Each line below that contains the word "Number" must be copied.

===== MATERIAL FOR THE TASK

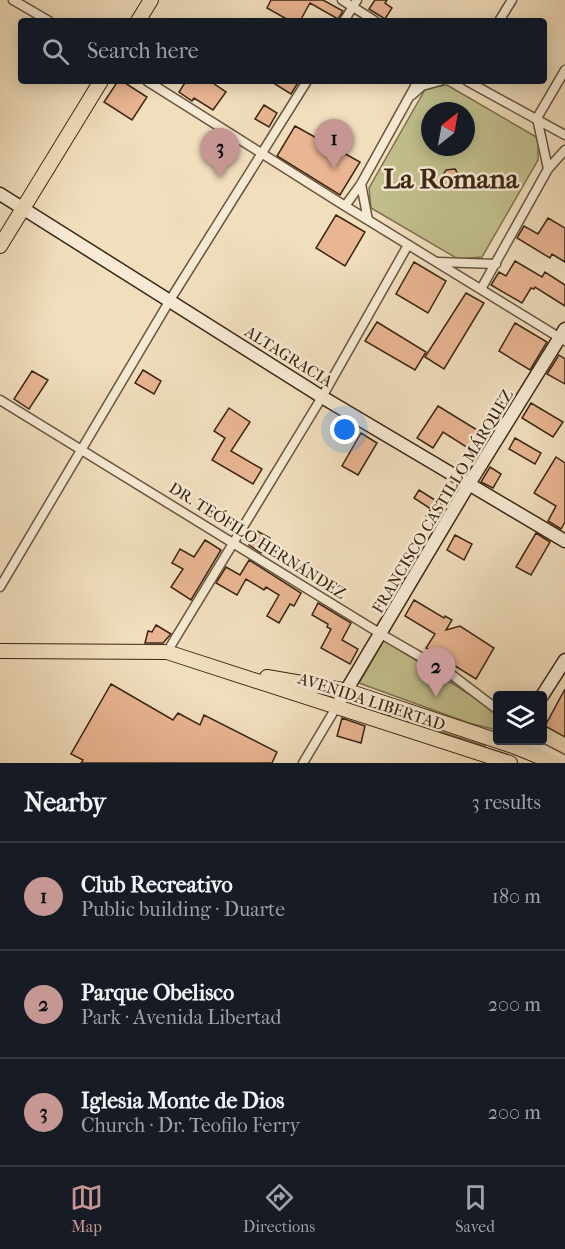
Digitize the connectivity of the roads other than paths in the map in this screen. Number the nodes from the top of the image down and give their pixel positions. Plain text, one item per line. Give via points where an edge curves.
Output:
1 (13, 0) edge
2 (151, 0) edge
3 (342, 0) edge
4 (512, 0) edge
5 (355, 3) edge
6 (44, 18) edge
7 (140, 18) edge
8 (346, 18) edge
9 (372, 18) edge
10 (501, 18) edge
11 (565, 70) edge
12 (99, 84) edge
13 (152, 84) edge
14 (305, 84) edge
15 (416, 84) edge
16 (429, 84) edge
17 (473, 84) edge
18 (406, 100) junction
19 (537, 118) junction
20 (565, 135) edge
21 (565, 150) edge
22 (262, 154) junction
23 (548, 169) junction
24 (361, 184) junction
25 (0, 194) edge
26 (345, 206) junction
27 (24, 208) junction
28 (368, 220) junction
29 (408, 245) junction
30 (0, 246) edge
31 (437, 262) junction
32 (496, 264) junction
33 (481, 289) junction
34 (170, 300) junction
35 (563, 336) edge
36 (322, 397) junction
37 (0, 400) edge
38 (81, 448) junction
39 (469, 484) junction
40 (565, 541) edge
41 (232, 542) junction
42 (0, 587) edge
43 (381, 634) junction
44 (0, 651) edge
45 (167, 652) junction
46 (565, 660) edge
47 (224, 670) junction
48 (348, 691) junction
49 (546, 691) edge
50 (337, 706) junction
51 (493, 706) edge
52 (493, 736) edge
53 (513, 745) edge
54 (518, 745) edge
55 (535, 745) edge
56 (565, 760) edge
57 (507, 762) edge
58 (303, 763) edge
59 (555, 763) edge

1 - 6 street
2 - 7 main road
3 - 5 street
4 - 10 street
5 - 8 street
5 - 9 street
11 - 19 street
12 - 27 main road
13 - 22 street
14 - 22 street
15 - 18 street
16 - 18 street
17 - 19 street
18 - 24 street
19 - 20 street
19 - 23 street
21 - 23 street
22 - 26 street
22 - 34 street
23 - 32 street
24 - 26 street
24 - 28 street
25 - 27 street, ALTAGRACIA
26 - 28 street
27 - 30 main road
27 - 34 street, ALTAGRACIA
28 - 29 street
29 - 31 street
29 - 36 street
31 - 32 street
31 - 33 street
32 - 33 street
33 - 35 street
34 - 36 street, ALTAGRACIA
34 - 38 street
35 - 39 street, FRANCISCO CASTILLO MÁRQUEZ
36 - 39 street, ALTAGRACIA
36 - 41 street
37 - 38 street, DR. TEÓFILO HERNÁNDEZ
38 - 41 street, DR. TEÓFILO HERNÁNDEZ
38 - 42 street
39 - 40 street, ALTAGRACIA
39 - 43 street, FRANCISCO CASTILLO MÁRQUEZ
41 - 43 street, DR. TEÓFILO HERNÁNDEZ
41 - 45 street
43 - 48 street, FRANCISCO CASTILLO MÁRQUEZ
43 - 51 street, DR. TEÓFILO HERNÁNDEZ via 452,675
44 - 45 main road, AVENIDA LIBERTAD
45 - 47 main road, AVENIDA LIBERTAD
46 - 49 street
47 - 48 main road, AVENIDA LIBERTAD
47 - 50 main road, AVENIDA LIBERTAD
48 - 50 street, FRANCISCO CASTILLO MÁRQUEZ
48 - 52 main road, AVENIDA LIBERTAD
50 - 57 main road, AVENIDA LIBERTAD
50 - 58 street
53 - 57 street
54 - 59 main road, AVENIDA LIBERTAD
55 - 56 street

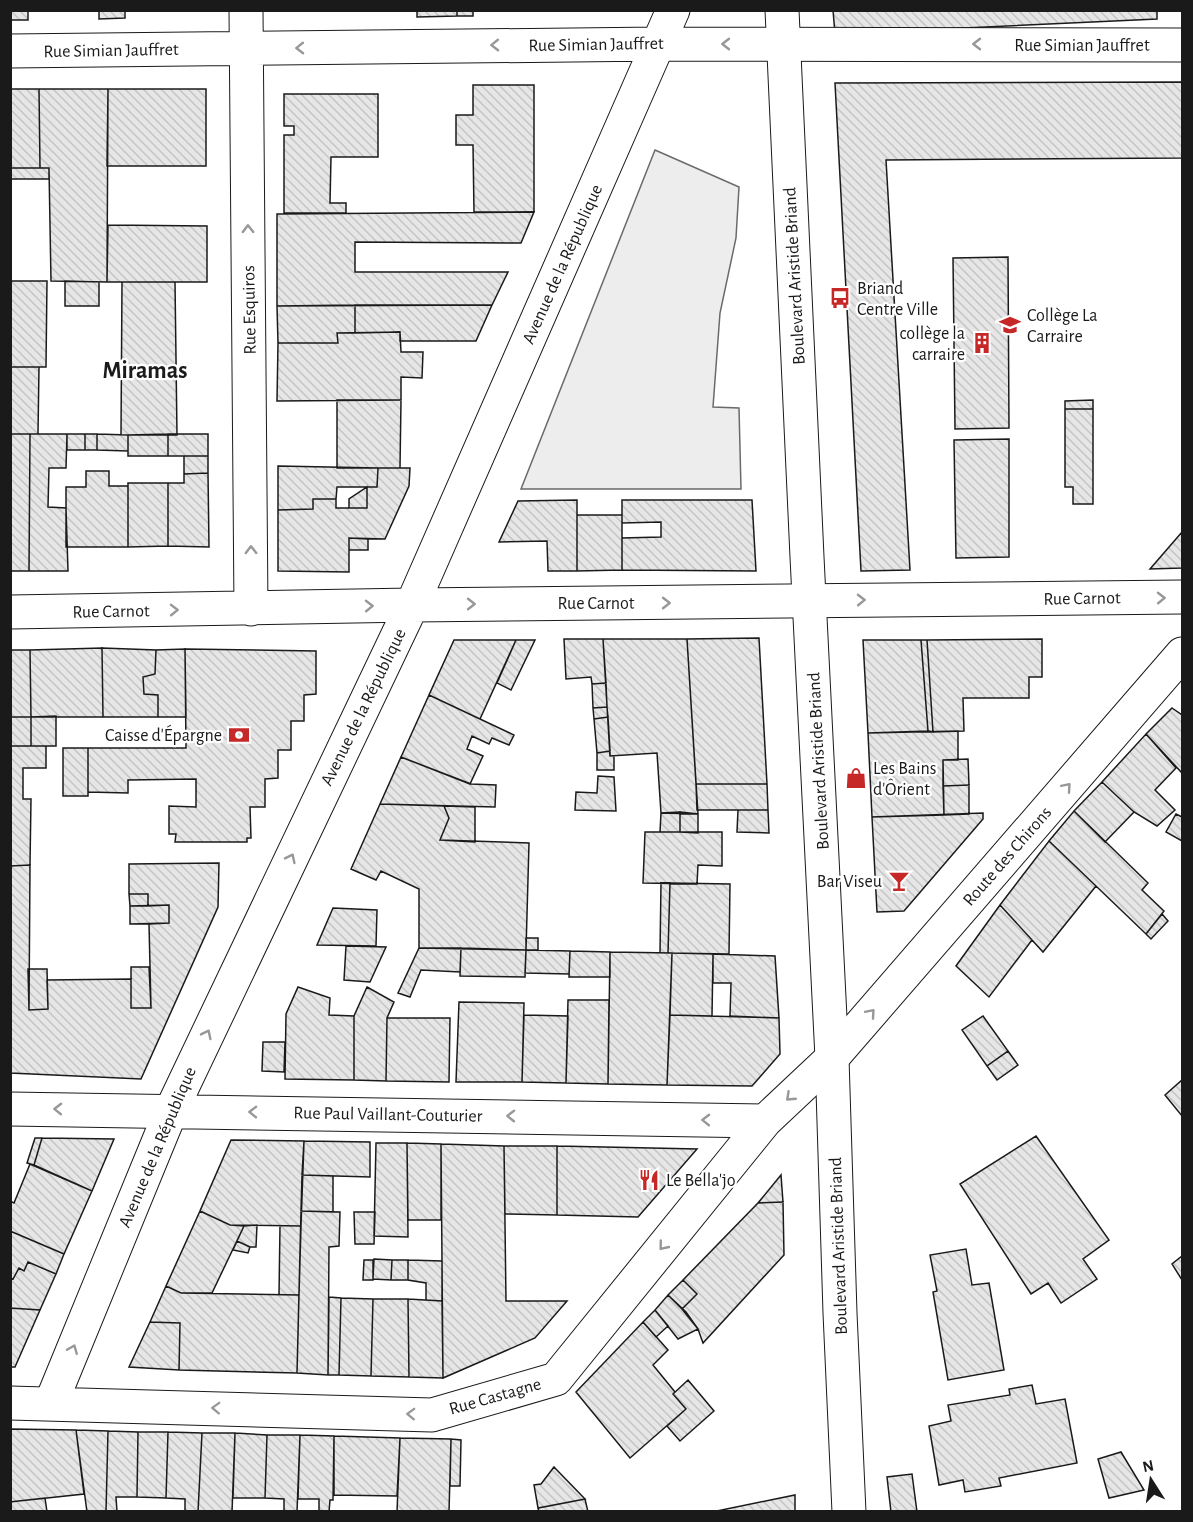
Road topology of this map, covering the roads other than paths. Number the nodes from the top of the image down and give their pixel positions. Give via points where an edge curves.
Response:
1 (246, 10) edge
2 (673, 10) edge
3 (782, 10) edge
4 (658, 44) junction
5 (784, 45) junction
6 (1182, 45) edge
7 (246, 48) junction
8 (10, 51) edge
9 (1182, 597) edge
10 (809, 601) junction
11 (412, 605) junction
12 (251, 609) junction
13 (10, 612) edge
14 (1182, 654) edge
15 (832, 1058) junction
16 (10, 1108) edge
17 (171, 1110) junction
18 (765, 1121) junction
19 (10, 1403) edge
20 (51, 1403) junction
21 (849, 1512) edge

1 - 7 street, Rue Esquiros
2 - 4 street, Avenue de la République
3 - 5 street, Boulevard Aristide Briand
5 -> 4 street, Rue Simian Jauffret
4 -> 7 street, Rue Simian Jauffret
4 - 11 street, Avenue de la République
6 -> 5 street, Rue Simian Jauffret
5 - 10 street, Boulevard Aristide Briand
7 - 8 street, Rue Simian Jauffret
12 -> 7 street, Rue Esquiros
10 -> 9 street, Rue Carnot
11 -> 10 street, Rue Carnot
10 - 15 street, Boulevard Aristide Briand
12 -> 11 street, Rue Carnot
17 -> 11 street, Avenue de la République
13 -> 12 street, Rue Carnot
15 -> 14 street, Route des Chirons
15 -> 18 street, Rue Castagne
15 - 21 street, Boulevard Aristide Briand
17 -> 16 street, Rue Paul Vaillant-Couturier
18 -> 17 street, Rue Paul Vaillant-Couturier
20 -> 17 street, Avenue de la République
18 -> 20 street, Rue Castagne via 556,1379 432,1414
19 - 20 street, Rue Castagne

==========

### FINISHED EXERCISE
Digitize the connectivity of the roads other than paths in the map in this screen. Number the nodes from the top of the image down and give their pixel positions. Plain text, one item per line. Give via points where an edge curves.
Road topology of this map, covering the roads other than paths. Number the nodes from the top of the image down and give their pixel positions. Give via points where an edge curves.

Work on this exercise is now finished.